Posted: 14 Nov 2010
There is something deeply unsatisfying about the reported deal between Benjamin Netanyahu and Hillary Rodham Clinton: 90 days to stop building in the West Bank in return for F-35s and various diplomatic guarantees. Presumably, the Obama administration (to paraphrase Churchill) has had to choose between humiliation and the aura of diplomatic failure. It has chosen humiliation now, and will get diplomatic failure later.
But then why is Netanyahu's cabinet in an uproar?
Because what this deal actually does is provide the various parties to the negotiation an opportunity to delineate a border. As New York Times correspondent Mark Langer writes, burying his lead:
...The logic behind a 90-day extension is that the two sides would aim for a swift agreement on the borders of a Palestinian state. That would make the long dispute over settlements irrelevant since it would be clear which housing blocks fell into Israel and which fell into a Palestinian state....
As with healthcare, the administration is taking a path that is not easy to watch, but may be the most practical. I have argued here before that the US government must have, and eventually convey to the parties, a view regarding the elements of a final status agreement: more Dr. Kissinger, less Dr. Phil. But the occasion for putting a thumb on the scales should be a negotiation over the border, not a dispute over continued settlements, which has been clouded by past negotiations over the border.
Various talks between Israelis and PA officials, from the Geneva group, to the Olmert meetings, portended land swaps. These first efforts to draw lines, all of which assumed the Eztzion bloc would be part of Israel, say, cannot simply be erased from everyone's consciousness.
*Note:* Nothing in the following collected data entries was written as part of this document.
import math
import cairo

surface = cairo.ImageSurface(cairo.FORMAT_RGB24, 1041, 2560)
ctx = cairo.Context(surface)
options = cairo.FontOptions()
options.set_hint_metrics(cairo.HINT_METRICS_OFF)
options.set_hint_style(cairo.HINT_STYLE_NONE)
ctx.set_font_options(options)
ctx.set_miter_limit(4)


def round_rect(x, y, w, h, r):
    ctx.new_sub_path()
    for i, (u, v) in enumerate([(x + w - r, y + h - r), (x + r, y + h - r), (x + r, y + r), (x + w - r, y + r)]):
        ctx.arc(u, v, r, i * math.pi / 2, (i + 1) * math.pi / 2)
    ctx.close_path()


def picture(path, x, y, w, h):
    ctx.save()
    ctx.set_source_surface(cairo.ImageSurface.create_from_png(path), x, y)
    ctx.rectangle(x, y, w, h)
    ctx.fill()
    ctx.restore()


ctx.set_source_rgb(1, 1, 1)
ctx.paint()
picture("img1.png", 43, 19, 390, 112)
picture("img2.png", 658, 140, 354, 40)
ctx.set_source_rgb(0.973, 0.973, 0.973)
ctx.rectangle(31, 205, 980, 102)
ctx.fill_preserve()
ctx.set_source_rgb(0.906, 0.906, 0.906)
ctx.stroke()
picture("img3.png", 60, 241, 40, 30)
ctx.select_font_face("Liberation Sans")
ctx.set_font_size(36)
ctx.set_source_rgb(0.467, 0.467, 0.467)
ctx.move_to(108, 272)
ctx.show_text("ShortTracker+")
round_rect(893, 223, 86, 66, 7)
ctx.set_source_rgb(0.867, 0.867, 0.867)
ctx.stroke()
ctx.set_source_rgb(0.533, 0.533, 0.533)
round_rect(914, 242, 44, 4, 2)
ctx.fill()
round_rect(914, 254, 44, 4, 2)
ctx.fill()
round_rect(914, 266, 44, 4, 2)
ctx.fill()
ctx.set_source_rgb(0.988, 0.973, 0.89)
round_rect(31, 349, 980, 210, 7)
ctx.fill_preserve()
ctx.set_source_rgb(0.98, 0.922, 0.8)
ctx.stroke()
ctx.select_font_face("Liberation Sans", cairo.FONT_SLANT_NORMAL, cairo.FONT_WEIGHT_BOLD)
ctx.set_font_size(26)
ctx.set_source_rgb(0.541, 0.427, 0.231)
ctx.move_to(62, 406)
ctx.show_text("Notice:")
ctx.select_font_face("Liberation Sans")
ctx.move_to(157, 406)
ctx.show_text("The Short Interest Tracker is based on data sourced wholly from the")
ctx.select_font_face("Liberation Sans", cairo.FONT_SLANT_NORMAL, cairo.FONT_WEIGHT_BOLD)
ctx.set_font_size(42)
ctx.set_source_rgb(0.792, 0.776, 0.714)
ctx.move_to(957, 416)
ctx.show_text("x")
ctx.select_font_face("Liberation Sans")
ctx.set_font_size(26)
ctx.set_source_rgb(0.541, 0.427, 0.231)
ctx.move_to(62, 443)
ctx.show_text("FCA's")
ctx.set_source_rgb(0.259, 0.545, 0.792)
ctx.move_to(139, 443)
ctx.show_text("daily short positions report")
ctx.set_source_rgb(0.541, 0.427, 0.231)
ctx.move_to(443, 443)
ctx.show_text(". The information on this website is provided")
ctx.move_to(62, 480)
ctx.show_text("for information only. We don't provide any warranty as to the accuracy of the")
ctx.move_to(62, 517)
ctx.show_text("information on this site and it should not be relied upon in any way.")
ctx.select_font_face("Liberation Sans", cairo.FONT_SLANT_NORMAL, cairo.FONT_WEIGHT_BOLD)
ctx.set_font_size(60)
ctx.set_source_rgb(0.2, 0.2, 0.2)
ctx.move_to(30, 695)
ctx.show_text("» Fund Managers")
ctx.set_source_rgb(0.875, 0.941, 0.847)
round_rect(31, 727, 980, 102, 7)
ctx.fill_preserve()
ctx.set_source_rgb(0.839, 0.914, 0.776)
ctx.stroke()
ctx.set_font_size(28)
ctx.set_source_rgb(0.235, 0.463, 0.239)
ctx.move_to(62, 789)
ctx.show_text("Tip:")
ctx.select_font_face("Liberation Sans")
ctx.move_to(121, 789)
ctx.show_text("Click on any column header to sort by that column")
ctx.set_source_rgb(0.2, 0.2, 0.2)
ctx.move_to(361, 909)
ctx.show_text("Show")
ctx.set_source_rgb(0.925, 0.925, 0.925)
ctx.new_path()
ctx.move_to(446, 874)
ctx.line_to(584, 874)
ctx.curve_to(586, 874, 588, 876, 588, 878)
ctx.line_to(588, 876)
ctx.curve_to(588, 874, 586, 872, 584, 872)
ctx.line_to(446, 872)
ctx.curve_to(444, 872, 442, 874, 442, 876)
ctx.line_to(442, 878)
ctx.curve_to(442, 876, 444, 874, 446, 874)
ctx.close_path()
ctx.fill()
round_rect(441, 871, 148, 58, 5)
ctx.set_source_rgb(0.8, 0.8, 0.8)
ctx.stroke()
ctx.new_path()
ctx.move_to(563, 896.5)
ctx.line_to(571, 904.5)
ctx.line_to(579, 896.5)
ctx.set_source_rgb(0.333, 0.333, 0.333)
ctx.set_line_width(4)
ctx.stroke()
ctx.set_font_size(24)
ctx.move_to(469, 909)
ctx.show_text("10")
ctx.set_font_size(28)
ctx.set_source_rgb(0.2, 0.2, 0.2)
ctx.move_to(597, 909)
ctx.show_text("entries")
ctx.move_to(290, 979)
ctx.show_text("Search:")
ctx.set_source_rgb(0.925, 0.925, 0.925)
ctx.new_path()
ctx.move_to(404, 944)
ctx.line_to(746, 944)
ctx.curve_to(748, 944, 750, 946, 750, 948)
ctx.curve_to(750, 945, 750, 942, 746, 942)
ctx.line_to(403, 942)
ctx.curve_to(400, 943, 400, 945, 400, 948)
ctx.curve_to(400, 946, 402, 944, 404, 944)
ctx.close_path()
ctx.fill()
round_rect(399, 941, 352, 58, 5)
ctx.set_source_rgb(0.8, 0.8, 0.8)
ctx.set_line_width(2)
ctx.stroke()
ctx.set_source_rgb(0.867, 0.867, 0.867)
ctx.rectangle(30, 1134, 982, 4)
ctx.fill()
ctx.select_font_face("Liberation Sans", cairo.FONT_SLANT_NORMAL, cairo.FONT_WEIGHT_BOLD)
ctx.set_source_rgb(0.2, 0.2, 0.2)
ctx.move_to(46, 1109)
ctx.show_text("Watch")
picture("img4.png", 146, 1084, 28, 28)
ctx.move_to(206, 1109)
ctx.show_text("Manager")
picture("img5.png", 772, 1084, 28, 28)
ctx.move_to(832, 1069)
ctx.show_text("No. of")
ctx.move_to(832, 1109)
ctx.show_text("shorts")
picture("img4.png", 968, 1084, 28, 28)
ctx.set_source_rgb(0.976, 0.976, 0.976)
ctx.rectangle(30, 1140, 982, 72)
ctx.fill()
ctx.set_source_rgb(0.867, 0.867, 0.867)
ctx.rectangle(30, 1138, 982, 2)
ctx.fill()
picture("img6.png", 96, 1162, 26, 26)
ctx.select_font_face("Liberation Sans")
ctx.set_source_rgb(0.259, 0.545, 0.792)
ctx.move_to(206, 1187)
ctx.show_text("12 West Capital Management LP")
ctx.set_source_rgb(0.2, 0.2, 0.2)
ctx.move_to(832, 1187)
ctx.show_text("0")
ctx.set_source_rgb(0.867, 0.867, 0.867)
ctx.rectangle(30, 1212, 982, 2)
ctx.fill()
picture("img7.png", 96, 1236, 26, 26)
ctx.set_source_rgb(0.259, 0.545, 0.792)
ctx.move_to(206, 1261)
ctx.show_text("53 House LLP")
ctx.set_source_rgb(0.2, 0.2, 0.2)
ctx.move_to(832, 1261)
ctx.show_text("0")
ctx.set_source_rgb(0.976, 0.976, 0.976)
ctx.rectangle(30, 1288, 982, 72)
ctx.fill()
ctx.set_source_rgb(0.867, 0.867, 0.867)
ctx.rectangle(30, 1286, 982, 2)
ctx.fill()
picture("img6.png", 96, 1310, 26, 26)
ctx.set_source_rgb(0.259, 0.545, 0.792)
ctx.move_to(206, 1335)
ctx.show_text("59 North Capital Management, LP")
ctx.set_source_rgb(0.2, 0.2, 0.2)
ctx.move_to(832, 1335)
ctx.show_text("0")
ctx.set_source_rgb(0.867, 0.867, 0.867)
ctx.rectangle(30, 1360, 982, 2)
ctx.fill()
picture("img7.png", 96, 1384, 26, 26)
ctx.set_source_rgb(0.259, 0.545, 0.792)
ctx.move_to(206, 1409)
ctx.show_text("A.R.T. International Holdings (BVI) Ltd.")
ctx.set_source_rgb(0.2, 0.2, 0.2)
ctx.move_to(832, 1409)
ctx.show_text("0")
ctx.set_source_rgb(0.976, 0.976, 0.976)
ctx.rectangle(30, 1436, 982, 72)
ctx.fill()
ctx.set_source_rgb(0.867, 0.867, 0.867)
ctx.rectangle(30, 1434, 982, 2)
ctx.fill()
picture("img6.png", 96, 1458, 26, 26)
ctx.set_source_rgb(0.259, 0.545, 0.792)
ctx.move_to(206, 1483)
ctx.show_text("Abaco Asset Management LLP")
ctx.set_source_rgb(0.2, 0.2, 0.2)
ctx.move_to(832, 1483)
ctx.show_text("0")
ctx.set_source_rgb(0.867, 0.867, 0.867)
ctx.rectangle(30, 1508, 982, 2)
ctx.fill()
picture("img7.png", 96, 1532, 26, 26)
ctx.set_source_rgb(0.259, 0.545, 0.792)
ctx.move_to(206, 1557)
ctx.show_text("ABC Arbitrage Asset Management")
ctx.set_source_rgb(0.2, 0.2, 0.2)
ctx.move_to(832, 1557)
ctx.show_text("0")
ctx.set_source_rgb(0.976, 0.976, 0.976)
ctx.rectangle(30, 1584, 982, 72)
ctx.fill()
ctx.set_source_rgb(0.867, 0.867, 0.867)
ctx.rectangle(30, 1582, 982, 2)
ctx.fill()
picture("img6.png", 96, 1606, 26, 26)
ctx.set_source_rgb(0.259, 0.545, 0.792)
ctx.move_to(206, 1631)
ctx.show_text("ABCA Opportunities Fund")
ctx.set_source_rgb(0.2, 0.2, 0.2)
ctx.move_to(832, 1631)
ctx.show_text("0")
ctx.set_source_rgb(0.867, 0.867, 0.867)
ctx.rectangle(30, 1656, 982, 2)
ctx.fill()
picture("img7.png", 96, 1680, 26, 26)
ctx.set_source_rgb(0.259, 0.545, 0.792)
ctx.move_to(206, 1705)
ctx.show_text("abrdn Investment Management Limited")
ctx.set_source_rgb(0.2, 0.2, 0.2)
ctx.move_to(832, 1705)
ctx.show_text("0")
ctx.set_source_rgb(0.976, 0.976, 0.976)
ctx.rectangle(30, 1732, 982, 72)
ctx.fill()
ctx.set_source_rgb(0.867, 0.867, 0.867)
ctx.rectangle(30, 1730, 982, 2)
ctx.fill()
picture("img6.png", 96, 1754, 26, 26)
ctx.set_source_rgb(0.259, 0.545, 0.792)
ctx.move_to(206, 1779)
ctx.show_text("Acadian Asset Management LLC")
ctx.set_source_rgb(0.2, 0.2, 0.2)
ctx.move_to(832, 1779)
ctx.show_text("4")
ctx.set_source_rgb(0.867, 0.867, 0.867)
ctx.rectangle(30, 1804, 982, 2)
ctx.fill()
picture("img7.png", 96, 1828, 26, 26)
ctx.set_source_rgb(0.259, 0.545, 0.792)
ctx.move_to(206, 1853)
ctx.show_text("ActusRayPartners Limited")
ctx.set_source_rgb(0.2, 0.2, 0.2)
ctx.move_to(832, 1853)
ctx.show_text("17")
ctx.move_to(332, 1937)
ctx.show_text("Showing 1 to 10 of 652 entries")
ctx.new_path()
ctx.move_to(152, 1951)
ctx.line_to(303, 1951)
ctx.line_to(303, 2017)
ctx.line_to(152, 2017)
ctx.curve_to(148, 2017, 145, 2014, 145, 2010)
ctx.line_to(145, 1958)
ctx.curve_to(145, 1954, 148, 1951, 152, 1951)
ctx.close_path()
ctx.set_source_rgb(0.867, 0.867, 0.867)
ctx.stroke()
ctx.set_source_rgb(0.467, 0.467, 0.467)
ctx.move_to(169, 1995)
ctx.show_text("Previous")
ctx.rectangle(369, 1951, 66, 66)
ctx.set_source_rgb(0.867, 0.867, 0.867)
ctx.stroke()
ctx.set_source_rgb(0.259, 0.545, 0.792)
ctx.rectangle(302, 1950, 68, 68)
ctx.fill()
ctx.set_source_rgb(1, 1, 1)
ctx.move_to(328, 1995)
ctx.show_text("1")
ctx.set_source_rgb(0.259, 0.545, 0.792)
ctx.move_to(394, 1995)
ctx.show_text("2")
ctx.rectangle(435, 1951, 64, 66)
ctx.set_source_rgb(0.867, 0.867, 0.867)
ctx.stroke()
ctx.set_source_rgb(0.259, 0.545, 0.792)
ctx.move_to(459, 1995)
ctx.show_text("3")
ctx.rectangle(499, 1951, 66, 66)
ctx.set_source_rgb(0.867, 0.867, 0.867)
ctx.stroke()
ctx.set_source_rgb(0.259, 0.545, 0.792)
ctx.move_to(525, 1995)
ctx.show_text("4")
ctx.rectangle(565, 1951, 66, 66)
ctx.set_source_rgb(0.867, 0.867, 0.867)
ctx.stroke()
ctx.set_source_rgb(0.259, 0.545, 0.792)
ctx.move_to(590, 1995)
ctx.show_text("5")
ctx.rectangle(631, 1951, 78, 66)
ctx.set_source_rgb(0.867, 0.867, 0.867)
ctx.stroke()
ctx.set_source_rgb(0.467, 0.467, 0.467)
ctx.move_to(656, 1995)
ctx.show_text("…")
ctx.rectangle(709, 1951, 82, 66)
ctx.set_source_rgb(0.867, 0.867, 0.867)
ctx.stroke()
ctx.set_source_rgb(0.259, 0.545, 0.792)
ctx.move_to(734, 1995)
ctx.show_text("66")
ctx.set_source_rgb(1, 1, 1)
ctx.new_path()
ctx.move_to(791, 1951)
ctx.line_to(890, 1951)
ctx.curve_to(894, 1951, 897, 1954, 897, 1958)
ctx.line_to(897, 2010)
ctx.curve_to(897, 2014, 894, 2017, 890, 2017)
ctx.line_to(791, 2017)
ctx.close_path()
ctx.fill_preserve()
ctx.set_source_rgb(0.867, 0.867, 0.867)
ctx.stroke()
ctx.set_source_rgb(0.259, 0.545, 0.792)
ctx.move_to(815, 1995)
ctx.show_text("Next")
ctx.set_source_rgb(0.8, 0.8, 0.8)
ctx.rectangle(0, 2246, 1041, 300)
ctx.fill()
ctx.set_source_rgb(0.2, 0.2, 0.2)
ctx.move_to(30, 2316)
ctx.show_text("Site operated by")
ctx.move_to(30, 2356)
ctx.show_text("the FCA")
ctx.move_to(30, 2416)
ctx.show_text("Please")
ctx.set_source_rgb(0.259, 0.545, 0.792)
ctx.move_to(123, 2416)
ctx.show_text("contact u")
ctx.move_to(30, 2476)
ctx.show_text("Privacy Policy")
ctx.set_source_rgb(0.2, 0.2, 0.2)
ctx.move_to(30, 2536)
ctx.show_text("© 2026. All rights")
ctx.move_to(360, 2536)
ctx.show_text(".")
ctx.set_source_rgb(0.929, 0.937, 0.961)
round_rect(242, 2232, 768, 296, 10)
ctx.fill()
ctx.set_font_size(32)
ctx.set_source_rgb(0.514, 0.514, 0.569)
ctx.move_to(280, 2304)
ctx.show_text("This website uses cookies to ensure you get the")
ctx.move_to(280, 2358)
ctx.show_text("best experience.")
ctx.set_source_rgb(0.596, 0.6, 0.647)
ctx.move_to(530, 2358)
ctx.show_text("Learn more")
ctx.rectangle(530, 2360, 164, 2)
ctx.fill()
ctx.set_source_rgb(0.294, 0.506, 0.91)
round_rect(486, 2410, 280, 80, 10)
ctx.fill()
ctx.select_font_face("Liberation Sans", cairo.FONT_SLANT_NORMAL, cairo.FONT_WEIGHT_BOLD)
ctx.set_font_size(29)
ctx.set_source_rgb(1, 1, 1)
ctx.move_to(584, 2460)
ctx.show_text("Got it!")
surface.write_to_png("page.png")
THE ANALOGY TO healthcare may be pushed further. The administration has been criticized for allowing Senate committees to debate the shape of the healthcare bill before committing itself to a final plan. The process was ugly; and the administration sweetened the outcome for resistant blue-dogs along the way. In the end, however, it got senators who had skin in the game, and it used their disagreements to define the "solution space" in which to intervene. And once (as Jonathan Cohn has shown) Obama saw the shape of the bill he could get, he still had to choose: let it go, for political reasons, or campaign for it, for historical ones. Had he not chosen the latter course, we would not have had a health reform bill at all.
Something like this moment is now in the offing in the Middle East. What the administration has done is allow Netanyahu the equivalent of (forgive me) pork to bring the Israeli state, so that the most critical issue defining a Palestinian state can be brought into relief. Israeli ministers most vociferously opposed to any state are justifiably in a panic (a "honey-trap" says Moshe Yaalon).
Like Republicans who had hoped to kill any reform in committee, they are not so much convinced that they have lost the game as understand that now they are in one.This is not to say the actual placement of a border is going to prove all that important in the long run: Israel and Palestine will be two interlocking city-states in any event.
Still, it is crucial to have one somewhere, so that each city-state will know where its zoning rights begin and end. Anyway, the debate over the definition of a border will immediately occasion a triangular split in the Israeli government right between Land of Israel fanatics, for whom no settlement is a bridge too far, Orthodox fixers, and mere reactionaries, for whom Jerusalem is the main chance and security guarantees actually matter, and globalists, who fear most of all international isolation if the PA collapses and relations with Washington get freighted.
So the Netanyahu-Clinton agreement, should it be accepted by all sides, will not save Obama from choosing. Ensuing negotiations, over the next couple of months, will almost certainly not produce an agreement. But they will define the solution space Obama will have to move into and the line he will have to publicly fight for.
It will tee-up perhaps the most important foreign policy test of his presidency, and set up the right moment to visit Jerusalem. As with President Kennedy during the Cuban Missile Crisis--who had previously been thought weak, but proved how shows of strength require a sense of timing--it may be Obama's best chance to reignite the global hopes invested in him.